I’ve been reading in some blogs about the death of TV. It’s happening in our house. Amazingly, my daughter never asks to use our tv sets. How could that be, a teenager who doesn’t watch tv? Ah, but she does watch all of her favorite shows – on her laptop in the comfort of her room. Once she grows up, she admits she’ll never pay for cable. All her friends are the same way. This is not good for the tv channels – the lucrative teen market is going on the internet.
But some of you will say, oh but internet tv is low quality, what if I want to watch HDTV on my big screen tv? Surely the web won’t replace that! Well, think again. One of my favorite groups, the Allman Brothers Band, is doing their annual run of shows at the Beacon Theater in New York, celebrating their fortieth anniversary. They decided to broadcast the concerts on the internet, using Moogis (www. moogis.com). This is truly amazing. The broadcast is in HDTV, with high quality stereo sound. I hooked up my laptop to my plasma, and then connected the audio out to my receiver, and voila, I am watching the Allman Brothers in beautiful quality on my tv, with amazing sound. And it’s all over the internet, with Comcast only supplying the bandwidth. The implications of this are amazing. It means as Fios and U-verse spread, we can all replace all those tape- and disk- appendages on our stereos, and simply have a pc, an amp, speakers, and a big screen, and we’re done! Some disks for storage, and we’re done. No piles of media to save. No cable charges. It will be a different world.

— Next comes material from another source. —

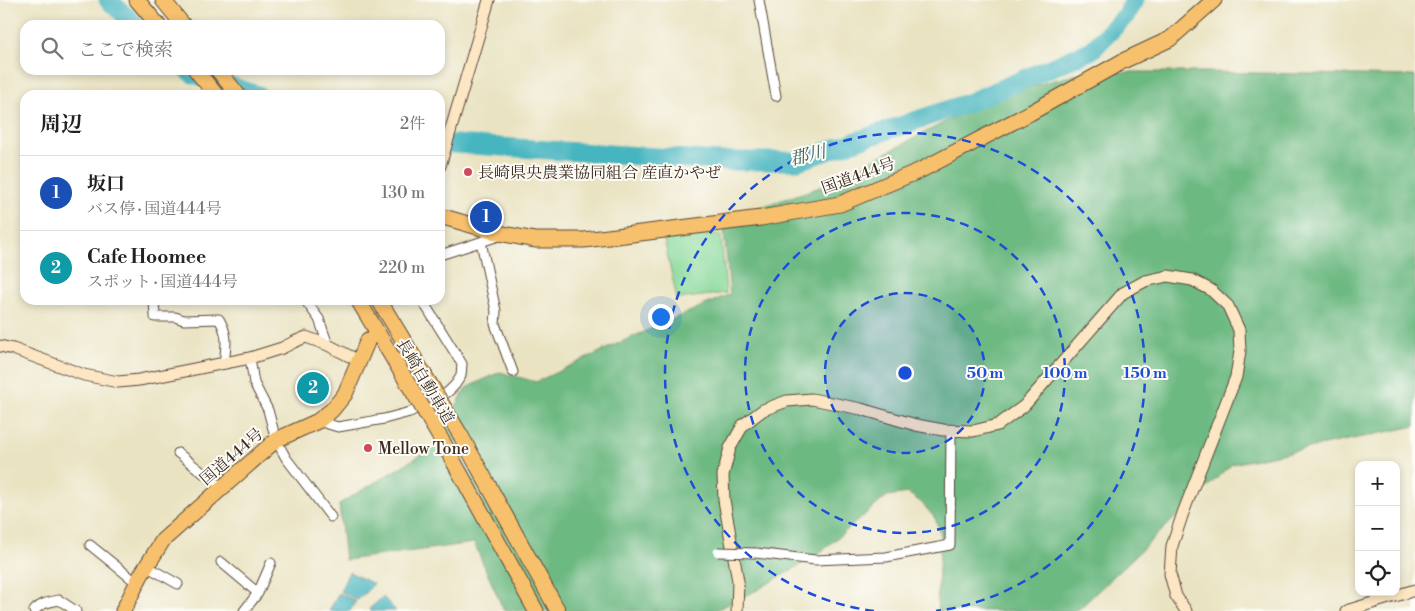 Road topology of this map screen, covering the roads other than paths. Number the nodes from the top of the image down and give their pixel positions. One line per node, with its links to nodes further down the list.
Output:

Besides killing off the middlemen (read the networks and the like) the resulting disintermediation will also benefit performers and producers. When the Allman Brothers sell me a subscription to their concerts, they get the bulk of the money, not the network, or the cable company. Given how the record companies have struggled with the analogous problem, it will be fun to watch the networks struggle with this.